Quand on connaît la vitalité et l’imagination débridée du cinéma de genre sud coréen, on ne pouvait être qu’enthousiaste à l’idée d’un projet ambitieux comme Doomsday Book. Malheureusement, en dépit de quelques fulgurances et d’une belle consistance visuelle l’entreprise est handicapée par un manque d’originalité thématique et un rythme laborieux.

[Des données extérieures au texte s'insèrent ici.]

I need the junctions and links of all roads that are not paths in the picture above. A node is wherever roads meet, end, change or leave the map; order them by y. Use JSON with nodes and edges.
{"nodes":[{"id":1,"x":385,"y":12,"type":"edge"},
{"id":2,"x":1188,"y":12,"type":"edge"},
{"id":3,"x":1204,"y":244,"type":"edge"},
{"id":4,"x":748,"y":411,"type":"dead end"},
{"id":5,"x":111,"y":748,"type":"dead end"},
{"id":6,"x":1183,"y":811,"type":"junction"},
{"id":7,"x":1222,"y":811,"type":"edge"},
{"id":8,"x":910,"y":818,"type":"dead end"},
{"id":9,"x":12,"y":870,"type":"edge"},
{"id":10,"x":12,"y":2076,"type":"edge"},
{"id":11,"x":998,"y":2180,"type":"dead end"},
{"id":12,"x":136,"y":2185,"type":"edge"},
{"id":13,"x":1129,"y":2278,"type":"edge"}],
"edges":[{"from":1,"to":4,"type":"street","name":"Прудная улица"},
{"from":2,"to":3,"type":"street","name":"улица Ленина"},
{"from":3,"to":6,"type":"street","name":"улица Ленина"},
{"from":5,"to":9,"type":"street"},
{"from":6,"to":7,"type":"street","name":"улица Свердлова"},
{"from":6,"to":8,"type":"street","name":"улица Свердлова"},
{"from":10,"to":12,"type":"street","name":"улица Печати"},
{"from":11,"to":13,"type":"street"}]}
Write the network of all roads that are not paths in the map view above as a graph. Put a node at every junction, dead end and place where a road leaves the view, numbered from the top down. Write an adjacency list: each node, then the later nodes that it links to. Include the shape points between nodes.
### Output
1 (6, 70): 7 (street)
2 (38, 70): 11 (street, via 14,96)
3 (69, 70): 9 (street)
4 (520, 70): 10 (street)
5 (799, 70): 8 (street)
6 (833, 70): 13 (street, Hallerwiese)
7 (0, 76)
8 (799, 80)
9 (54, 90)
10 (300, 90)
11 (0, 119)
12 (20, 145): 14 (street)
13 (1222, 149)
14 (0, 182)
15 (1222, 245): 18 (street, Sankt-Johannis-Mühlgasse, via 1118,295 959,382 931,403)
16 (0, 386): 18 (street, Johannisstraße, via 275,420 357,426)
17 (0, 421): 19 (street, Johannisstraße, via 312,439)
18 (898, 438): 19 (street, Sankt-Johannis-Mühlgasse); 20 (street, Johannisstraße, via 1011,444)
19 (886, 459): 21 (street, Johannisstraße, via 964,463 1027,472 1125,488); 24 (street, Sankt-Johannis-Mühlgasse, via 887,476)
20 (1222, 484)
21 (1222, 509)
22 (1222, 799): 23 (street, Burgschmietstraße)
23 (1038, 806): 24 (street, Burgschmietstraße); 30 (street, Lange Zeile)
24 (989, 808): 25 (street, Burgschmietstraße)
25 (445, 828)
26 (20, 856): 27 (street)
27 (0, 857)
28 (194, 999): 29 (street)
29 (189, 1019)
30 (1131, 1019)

Initialement conçu comme un film d’anthologie en trois parties réalisé par Kim Ji-Woon (Le Bon, la brute et le cinglé, J’ai rencontré le Diable), Yim Pil-Sung (Hansel et Gretel, Antartic Journal) et Han Jae-Rim (The Show must Go On) Doomsday Book dut changer de forme en cours de production lorsque le financement du film s’effondra en 2006 avant qu’Han puisse réaliser son segment. Le projet fut relancé en 2010 avec l’arrivée d’un nouveau partenaire financier permettant à Yim de concevoir et tourner un final totalement diffèrent de l’idée originale de Han (une comédie musicale façon science fiction tirée de la nouvelle The Gift of the Magi de l’auteur anglais O.Henry). Finalement sorti dans les salles sud-coréennes en 2012, Doomsday Book se présente comme un assemblage de trois variations autour du thème de l’apocalypse. Bien heureusement, le production design globale de l’affaire et sa direction artistique sont irréprochables et à aucun moment les problèmes de financements subis ne transparaissent à l’écran.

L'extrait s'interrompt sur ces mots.